Quand le vent de colère a embrasé son pays, le président Hosni Moubarak a réagi en agitant successivement la carotte et le bâton. Avant lui, le président Zine el-Abidine Ben Ali, en Tunisie, avait lui aussi tenté de sauver la mise en alternant répression et concessions.

Dans les deux cas, la méthode a échoué, et les deux dictateurs ont été forcés de plier bagage. Devant ce dénouement, les autres hommes forts de la région ont le choix entre deux conclusions. Soit qu'il vaut mieux satisfaire aux revendications populaires avant que la révolte ne devienne irrépressible, comme semble vouloir le faire le roi Abdallah, en Jordanie. Soit qu'il faut verrouiller leur pays et écraser la révolte dans le sang.

De toute évidence, c'est la voie qu'a empruntée le colonel Mouammar Kadhafi. L'information qui filtrait difficilement, hier, de la Libye indiquait que le vieux dictateur ne reculerait devant rien pour sauver son régime. La répression a été particulièrement brutale hier, alors que des hélicoptères militaires auraient tiré sur les manifestants à Tripoli, selon plusieurs témoignages.

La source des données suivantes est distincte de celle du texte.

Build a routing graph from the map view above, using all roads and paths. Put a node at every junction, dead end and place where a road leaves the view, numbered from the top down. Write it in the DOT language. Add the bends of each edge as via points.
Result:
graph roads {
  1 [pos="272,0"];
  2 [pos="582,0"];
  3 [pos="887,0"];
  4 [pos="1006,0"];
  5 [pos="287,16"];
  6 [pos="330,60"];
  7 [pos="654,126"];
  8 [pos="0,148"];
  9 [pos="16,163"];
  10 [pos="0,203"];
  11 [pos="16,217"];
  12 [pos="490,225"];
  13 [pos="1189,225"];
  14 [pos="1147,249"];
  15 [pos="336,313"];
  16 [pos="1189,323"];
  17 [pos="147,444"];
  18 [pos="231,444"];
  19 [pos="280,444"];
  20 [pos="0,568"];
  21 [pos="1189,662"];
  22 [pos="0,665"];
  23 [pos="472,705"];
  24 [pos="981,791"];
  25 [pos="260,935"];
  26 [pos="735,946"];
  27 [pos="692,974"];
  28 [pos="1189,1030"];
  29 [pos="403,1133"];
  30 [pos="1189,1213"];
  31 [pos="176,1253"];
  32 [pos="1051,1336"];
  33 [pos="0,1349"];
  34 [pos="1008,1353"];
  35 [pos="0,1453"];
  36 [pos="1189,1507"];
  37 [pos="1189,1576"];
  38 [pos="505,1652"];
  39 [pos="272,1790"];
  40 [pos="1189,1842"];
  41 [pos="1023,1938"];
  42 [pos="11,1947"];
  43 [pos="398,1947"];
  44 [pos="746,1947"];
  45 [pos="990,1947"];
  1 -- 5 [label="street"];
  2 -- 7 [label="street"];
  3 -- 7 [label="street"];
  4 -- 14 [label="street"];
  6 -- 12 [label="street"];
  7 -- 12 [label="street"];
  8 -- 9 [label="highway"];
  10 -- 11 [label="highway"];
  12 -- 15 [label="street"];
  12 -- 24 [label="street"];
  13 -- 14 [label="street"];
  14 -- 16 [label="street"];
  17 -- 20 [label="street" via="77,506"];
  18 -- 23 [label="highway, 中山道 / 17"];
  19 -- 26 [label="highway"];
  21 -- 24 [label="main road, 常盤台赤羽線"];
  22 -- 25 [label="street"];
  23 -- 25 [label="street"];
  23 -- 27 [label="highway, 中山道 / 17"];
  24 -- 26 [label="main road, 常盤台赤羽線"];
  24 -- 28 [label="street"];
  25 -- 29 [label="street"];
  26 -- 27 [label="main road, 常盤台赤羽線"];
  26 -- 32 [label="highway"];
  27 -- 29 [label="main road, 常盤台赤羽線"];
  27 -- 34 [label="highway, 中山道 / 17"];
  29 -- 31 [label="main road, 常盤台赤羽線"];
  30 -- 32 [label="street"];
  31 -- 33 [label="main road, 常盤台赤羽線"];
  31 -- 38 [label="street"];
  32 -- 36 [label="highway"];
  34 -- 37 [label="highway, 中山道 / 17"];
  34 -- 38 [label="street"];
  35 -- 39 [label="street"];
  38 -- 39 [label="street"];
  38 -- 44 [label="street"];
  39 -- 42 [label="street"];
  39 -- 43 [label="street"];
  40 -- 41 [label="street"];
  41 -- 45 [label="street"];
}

«Le régime libyen est en train de faire la guerre à son propre peuple», dit Sarah Leah Whitson, spécialiste de cette région du monde pour l'organisme Human Rights Watch. Elle a souvent voyagé en Libye. Elle y connaît des gens que son organisme a joints au cours des derniers jours pour suivre les événements. Hier, ils ne répondaient plus. Et Mme Whitson était morte d'inquiétude.

La Libye a fait du chemin depuis l'époque où Ronald Reagan avait qualifié le colonel Kadhafi de «chien enragé». Cédant devant les sanctions internationales, le dictateur a fini par admettre sa responsabilité dans l'attentat de Lockerbie. Il a abandonné son programme d'armes nucléaires. Avec les années, il s'est construit une image de mauvais garçon converti en quasi-philanthrope. Mais ça, c'était pour les yeux de la communauté internationale, qui l'a récompensé en le faisant accéder au Conseil des droits de l'homme de l'ONU.

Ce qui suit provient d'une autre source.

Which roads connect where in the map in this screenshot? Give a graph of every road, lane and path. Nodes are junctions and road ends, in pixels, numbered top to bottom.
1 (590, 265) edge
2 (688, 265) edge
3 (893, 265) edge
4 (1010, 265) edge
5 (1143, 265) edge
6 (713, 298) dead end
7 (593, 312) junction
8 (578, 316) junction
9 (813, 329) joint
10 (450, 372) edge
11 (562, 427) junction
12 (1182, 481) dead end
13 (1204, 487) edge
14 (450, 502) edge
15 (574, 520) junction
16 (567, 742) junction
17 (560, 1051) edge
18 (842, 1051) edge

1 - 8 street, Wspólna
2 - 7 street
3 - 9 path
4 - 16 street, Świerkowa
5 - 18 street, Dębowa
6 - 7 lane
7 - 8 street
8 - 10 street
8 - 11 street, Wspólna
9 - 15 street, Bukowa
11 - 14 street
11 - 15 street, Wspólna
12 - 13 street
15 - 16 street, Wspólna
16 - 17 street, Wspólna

À l'interne, Kadhafi n'avait presque rien perdu de sa férocité. «Une législation répressive, interdisant toute forme de pensée ou d'activité collective indépendante, est toujours en vigueur», écrit Amnistie internationale dans un rapport récent. Aux dernières nouvelles, la Libye ne compte pas une seule ONG indépendante du pouvoir! Selon l'organisme Freedom House, son indice de libertés civiques et politiques figure parmi les plus bas de la planète.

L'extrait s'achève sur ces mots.